WHAT TO PRODUCE:
Work through the data line by line, gathering every line that has the word "junctions".

RECORD EXCERPTS:
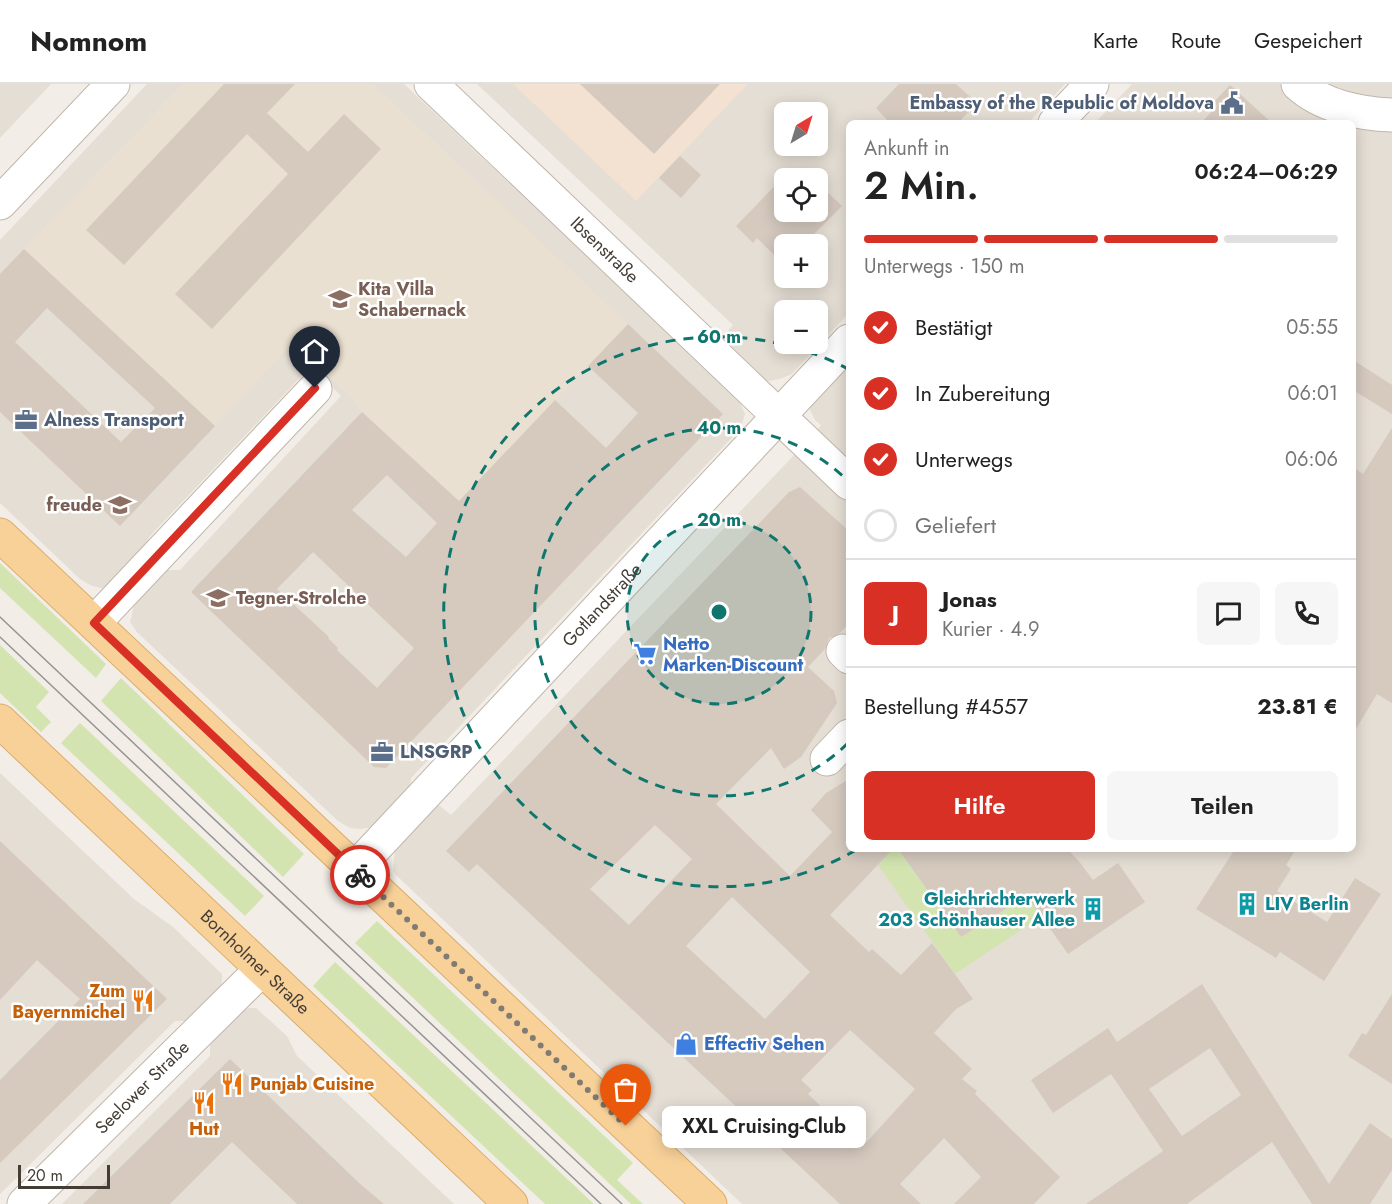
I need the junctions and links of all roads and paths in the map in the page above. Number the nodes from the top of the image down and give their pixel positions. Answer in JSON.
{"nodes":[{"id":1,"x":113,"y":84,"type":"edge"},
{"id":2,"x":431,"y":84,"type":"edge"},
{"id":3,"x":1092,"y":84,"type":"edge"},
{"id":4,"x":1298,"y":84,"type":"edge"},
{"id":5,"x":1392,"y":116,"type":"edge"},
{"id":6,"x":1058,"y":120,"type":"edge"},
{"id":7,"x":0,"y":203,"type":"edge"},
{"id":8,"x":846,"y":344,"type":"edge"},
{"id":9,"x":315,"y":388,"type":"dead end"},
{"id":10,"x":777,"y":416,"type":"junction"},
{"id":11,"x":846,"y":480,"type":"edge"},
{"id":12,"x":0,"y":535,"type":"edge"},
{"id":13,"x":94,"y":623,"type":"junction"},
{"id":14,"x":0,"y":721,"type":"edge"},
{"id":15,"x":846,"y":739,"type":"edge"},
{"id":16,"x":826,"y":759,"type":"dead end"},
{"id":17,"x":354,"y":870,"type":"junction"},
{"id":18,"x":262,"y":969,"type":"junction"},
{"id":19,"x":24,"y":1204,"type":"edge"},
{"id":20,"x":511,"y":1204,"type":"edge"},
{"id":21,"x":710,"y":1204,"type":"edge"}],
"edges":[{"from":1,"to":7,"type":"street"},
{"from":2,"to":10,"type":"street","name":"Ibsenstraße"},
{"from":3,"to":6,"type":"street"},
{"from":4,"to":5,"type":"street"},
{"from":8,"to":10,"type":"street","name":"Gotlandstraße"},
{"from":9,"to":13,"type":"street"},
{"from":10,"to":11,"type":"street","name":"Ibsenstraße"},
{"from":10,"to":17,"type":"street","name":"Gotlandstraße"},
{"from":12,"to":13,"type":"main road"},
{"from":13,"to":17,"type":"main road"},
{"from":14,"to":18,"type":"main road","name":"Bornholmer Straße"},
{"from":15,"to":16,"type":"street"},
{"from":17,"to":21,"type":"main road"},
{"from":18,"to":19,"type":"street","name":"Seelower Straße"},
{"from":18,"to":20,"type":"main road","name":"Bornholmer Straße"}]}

...

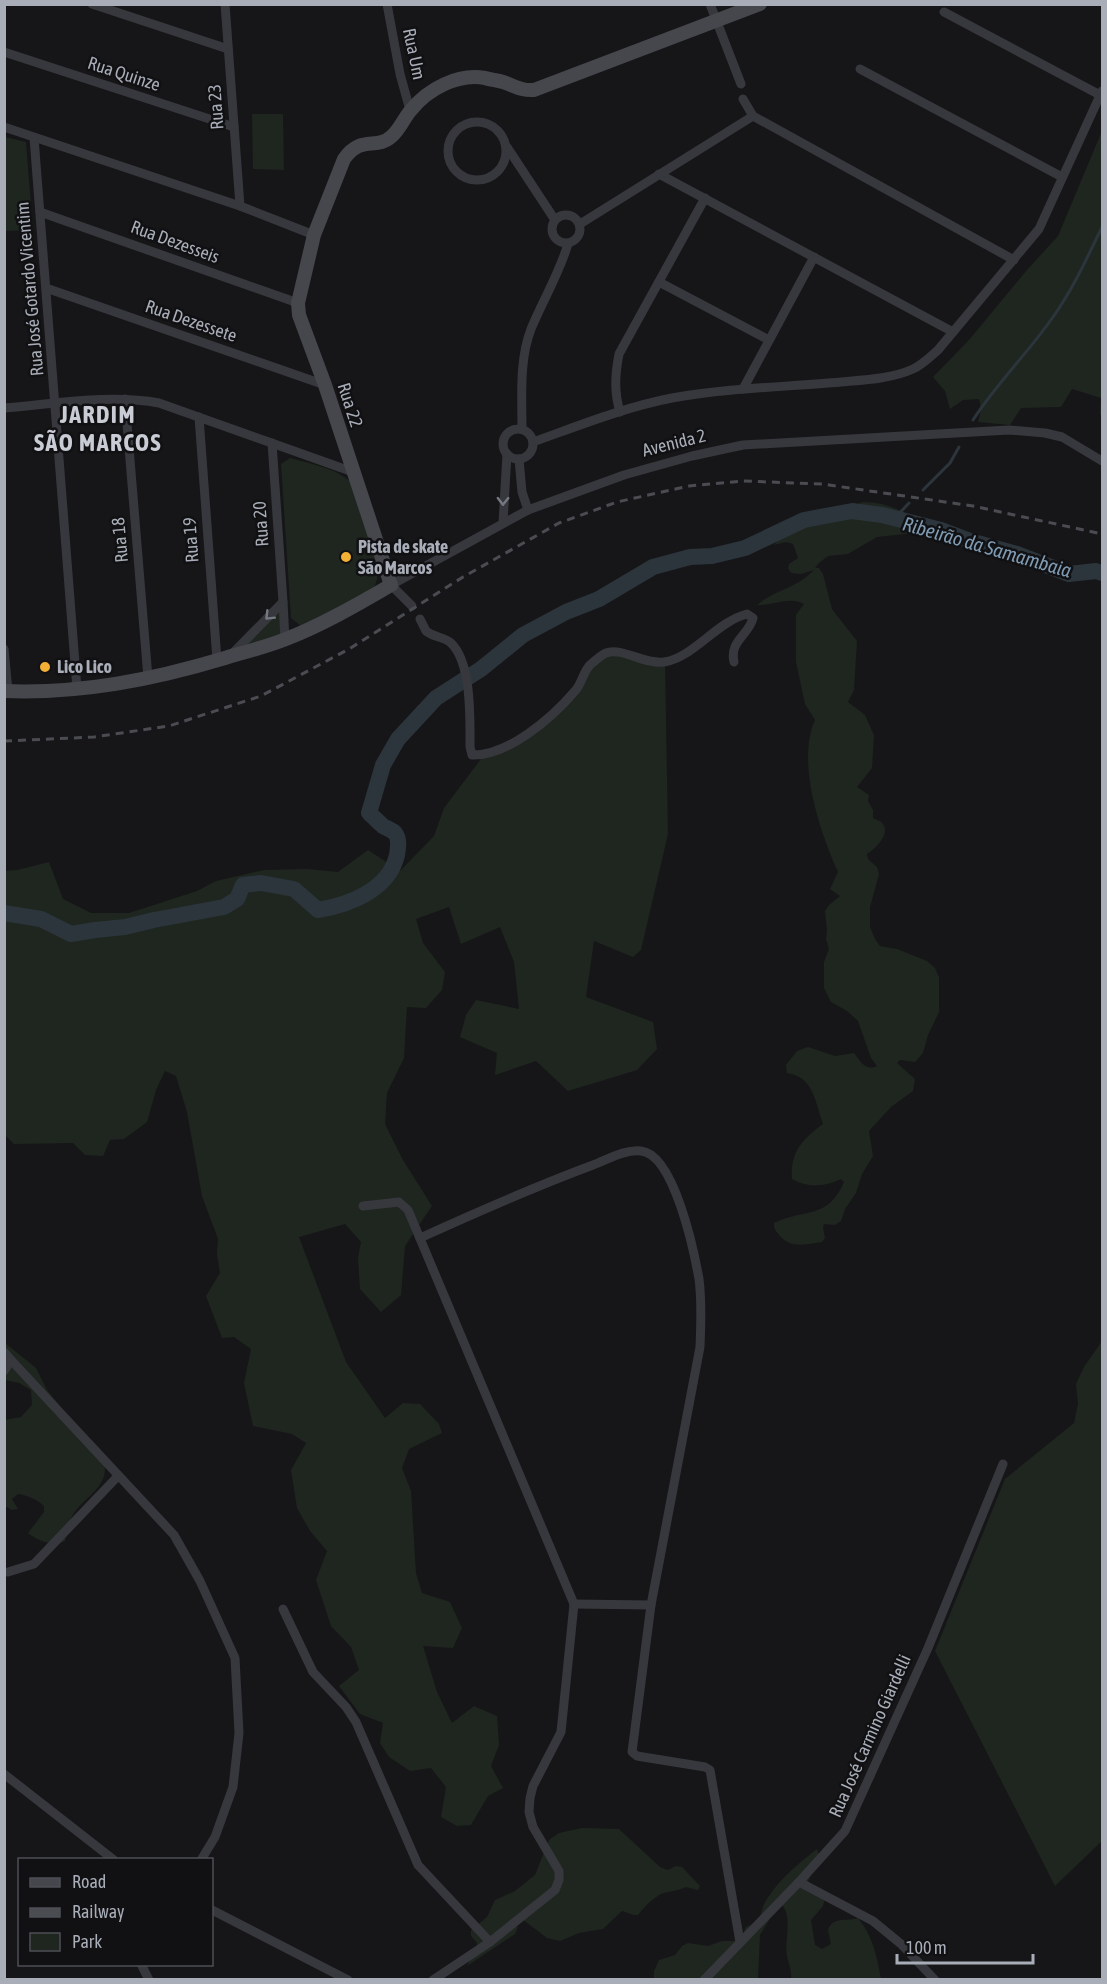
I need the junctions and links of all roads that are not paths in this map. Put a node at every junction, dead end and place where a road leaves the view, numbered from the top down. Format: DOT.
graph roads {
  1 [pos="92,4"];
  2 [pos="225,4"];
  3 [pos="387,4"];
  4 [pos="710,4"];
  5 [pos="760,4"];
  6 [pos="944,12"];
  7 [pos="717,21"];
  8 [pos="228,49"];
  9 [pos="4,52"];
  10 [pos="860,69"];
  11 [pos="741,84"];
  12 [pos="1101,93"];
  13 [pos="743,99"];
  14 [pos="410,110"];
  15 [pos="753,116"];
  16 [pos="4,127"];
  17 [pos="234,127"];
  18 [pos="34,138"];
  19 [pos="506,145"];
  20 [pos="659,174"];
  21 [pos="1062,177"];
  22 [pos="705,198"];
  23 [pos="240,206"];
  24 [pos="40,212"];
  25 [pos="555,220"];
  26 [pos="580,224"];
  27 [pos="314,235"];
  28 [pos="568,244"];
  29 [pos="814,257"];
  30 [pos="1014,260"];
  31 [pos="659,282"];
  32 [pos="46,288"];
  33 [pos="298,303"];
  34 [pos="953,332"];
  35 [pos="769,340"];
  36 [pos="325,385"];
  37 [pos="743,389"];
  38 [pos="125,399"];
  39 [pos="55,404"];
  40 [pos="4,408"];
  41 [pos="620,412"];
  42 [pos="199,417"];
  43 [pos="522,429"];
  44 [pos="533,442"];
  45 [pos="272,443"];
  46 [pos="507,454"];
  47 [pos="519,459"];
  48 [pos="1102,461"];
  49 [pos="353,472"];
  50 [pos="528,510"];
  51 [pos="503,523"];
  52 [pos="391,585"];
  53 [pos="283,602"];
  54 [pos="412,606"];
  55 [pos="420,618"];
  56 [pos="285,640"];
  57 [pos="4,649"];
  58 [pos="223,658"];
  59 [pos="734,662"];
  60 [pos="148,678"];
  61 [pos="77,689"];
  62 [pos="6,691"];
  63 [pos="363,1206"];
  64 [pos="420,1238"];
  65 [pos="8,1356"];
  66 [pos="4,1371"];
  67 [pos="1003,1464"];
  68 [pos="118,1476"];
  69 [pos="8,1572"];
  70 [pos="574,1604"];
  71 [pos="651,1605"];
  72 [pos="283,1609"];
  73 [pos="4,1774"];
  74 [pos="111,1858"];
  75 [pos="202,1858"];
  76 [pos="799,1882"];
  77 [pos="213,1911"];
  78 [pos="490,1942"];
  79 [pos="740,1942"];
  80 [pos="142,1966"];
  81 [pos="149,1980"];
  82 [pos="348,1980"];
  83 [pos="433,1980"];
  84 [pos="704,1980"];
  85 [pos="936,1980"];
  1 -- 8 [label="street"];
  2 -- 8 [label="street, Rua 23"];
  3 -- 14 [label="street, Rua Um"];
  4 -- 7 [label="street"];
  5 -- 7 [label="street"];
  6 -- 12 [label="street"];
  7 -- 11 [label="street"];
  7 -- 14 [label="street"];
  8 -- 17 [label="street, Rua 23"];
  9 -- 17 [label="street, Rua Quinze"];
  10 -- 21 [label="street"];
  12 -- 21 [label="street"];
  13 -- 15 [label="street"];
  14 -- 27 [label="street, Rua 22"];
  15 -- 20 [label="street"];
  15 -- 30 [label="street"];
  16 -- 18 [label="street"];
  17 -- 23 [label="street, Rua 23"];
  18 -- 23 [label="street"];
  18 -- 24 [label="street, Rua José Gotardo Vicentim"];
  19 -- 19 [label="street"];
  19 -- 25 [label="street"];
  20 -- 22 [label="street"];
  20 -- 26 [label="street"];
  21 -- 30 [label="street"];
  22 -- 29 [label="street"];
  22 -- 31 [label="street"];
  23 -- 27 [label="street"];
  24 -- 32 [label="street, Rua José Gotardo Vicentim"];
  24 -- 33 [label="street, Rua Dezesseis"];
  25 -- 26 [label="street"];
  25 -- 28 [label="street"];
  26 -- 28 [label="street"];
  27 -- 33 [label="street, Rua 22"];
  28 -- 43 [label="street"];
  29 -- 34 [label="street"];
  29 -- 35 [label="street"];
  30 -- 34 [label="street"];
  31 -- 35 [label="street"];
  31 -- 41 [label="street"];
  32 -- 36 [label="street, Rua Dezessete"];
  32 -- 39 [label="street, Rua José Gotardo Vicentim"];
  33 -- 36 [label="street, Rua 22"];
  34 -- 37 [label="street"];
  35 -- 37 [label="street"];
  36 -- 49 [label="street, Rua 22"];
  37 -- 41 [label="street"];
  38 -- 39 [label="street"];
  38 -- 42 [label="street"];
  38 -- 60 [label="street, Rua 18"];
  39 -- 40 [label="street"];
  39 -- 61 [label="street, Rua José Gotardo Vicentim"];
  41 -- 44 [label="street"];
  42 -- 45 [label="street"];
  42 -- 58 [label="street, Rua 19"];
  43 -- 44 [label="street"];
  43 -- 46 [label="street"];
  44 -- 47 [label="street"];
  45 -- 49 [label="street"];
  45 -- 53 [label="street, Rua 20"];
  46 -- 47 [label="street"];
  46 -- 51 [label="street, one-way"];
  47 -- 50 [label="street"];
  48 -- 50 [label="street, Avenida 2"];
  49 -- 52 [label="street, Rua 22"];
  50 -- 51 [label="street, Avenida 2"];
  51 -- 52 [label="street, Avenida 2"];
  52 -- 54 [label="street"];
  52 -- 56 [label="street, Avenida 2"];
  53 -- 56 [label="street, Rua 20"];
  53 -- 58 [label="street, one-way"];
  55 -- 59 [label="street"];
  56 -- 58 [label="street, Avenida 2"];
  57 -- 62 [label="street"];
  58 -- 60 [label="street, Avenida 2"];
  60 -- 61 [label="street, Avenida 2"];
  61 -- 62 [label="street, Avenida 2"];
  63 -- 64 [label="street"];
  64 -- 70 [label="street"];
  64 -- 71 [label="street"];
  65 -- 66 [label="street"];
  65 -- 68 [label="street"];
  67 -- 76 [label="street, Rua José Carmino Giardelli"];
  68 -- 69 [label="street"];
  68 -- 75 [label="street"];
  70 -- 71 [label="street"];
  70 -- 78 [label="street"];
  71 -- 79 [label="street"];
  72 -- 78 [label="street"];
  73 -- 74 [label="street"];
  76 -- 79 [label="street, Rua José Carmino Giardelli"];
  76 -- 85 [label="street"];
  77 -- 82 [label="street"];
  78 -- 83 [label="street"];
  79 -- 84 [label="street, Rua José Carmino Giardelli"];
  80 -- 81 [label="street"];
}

EXERCISE SOLUTION:
I need the junctions and links of all roads and paths in the map in the page above. Number the nodes from the top of the image down and give their pixel positions. Answer in JSON.
I need the junctions and links of all roads that are not paths in this map. Put a node at every junction, dead end and place where a road leaves the view, numbered from the top down. Format: DOT.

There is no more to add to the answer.